§ Instructions to follow
Set down each line from the start of the material exactly, please, up to and including the one that contains "3px #9c9488) drop-shadow(0".

§ Given records
____________

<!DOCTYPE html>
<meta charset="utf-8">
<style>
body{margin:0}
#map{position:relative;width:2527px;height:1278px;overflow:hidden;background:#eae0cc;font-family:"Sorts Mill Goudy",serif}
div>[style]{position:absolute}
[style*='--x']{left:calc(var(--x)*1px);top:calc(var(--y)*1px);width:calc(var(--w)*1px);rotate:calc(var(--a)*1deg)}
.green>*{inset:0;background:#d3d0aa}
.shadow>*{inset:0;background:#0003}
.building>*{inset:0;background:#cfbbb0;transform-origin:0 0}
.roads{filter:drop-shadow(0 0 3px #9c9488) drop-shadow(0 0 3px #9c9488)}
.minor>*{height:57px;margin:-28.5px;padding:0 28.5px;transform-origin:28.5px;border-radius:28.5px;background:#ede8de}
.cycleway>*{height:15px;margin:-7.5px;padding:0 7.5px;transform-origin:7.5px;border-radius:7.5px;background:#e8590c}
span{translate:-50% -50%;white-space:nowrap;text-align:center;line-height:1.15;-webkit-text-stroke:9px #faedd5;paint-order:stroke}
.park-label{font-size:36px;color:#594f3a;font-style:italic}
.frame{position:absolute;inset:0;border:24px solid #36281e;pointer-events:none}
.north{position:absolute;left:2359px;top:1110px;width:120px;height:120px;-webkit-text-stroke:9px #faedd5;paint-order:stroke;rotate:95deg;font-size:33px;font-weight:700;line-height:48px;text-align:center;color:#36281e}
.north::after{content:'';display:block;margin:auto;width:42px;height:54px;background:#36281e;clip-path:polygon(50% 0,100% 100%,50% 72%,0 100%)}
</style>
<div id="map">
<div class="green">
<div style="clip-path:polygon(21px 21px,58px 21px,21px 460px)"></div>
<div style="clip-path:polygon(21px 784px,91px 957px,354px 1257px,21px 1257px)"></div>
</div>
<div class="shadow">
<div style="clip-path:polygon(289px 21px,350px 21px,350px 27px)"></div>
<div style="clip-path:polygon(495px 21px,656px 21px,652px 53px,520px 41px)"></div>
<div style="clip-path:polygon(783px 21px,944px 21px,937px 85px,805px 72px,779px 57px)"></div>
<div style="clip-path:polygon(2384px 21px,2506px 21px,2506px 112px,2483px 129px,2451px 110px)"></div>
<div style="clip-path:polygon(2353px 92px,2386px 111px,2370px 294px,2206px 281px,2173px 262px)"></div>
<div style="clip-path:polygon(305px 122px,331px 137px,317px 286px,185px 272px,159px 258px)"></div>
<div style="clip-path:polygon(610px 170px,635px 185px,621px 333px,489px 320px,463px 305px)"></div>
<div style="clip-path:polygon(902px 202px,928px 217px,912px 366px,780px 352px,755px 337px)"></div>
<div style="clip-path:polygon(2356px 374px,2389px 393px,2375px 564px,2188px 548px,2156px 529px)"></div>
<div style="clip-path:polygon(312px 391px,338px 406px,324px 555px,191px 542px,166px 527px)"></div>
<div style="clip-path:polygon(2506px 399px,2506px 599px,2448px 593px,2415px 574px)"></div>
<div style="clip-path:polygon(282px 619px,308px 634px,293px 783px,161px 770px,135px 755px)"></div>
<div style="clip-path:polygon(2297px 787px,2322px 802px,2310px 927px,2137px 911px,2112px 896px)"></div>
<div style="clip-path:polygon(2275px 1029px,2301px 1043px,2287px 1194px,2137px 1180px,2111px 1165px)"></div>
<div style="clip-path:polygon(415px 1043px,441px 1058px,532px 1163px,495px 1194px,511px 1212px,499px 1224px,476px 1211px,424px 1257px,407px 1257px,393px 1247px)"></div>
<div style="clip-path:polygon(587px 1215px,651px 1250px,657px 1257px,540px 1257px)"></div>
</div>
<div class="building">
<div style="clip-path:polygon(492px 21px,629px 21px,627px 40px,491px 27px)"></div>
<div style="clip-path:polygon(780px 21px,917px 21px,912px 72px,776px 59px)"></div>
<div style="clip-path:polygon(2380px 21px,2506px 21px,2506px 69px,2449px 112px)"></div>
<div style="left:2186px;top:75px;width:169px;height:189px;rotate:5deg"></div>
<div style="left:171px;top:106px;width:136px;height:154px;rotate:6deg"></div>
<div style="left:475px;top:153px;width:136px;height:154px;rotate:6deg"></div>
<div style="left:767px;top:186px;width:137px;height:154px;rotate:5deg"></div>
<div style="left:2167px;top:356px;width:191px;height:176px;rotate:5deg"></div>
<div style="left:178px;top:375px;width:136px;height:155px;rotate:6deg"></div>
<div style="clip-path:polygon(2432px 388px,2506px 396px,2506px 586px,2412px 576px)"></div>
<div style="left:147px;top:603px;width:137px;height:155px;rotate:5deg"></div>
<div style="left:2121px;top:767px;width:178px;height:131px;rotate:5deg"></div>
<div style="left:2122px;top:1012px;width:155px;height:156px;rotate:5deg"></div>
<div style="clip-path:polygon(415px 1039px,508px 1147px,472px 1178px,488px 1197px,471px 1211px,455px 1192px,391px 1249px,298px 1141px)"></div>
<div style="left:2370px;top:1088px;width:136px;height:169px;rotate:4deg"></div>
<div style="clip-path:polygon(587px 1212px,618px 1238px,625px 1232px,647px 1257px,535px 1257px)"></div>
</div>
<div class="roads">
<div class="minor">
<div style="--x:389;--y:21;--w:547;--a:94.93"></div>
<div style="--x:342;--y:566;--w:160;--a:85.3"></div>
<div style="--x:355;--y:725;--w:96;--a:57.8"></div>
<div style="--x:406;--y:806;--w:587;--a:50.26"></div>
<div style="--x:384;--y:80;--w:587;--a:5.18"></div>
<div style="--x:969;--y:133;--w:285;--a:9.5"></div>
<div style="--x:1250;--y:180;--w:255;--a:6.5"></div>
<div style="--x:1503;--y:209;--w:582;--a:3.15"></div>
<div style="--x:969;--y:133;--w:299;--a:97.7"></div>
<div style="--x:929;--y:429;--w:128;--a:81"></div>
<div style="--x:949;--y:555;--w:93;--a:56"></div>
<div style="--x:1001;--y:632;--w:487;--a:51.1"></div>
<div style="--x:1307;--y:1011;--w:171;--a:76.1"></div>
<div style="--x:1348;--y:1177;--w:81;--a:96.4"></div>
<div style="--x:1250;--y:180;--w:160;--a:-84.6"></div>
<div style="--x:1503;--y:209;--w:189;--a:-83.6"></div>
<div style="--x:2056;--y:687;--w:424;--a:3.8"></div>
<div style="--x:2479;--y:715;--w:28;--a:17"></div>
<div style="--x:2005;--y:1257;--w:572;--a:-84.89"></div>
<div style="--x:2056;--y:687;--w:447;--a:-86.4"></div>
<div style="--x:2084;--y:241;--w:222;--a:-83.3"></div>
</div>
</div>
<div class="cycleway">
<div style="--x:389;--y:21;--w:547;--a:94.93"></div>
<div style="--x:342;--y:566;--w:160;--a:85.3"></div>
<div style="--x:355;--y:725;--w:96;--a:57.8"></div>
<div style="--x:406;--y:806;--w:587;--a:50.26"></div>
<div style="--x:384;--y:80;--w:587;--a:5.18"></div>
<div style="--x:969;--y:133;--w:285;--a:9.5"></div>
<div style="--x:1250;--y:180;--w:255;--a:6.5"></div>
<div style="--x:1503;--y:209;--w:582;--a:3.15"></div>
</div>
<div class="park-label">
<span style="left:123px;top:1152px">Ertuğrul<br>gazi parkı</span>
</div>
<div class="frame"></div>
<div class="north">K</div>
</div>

____________

§ Problem solution
<!DOCTYPE html>
<meta charset="utf-8">
<style>
body{margin:0}
#map{position:relative;width:2527px;height:1278px;overflow:hidden;background:#eae0cc;font-family:"Sorts Mill Goudy",serif}
div>[style]{position:absolute}
[style*='--x']{left:calc(var(--x)*1px);top:calc(var(--y)*1px);width:calc(var(--w)*1px);rotate:calc(var(--a)*1deg)}
.green>*{inset:0;background:#d3d0aa}
.shadow>*{inset:0;background:#0003}
.building>*{inset:0;background:#cfbbb0;transform-origin:0 0}
.roads{filter:drop-shadow(0 0 3px #9c9488) drop-shadow(0 0 3px #9c9488)}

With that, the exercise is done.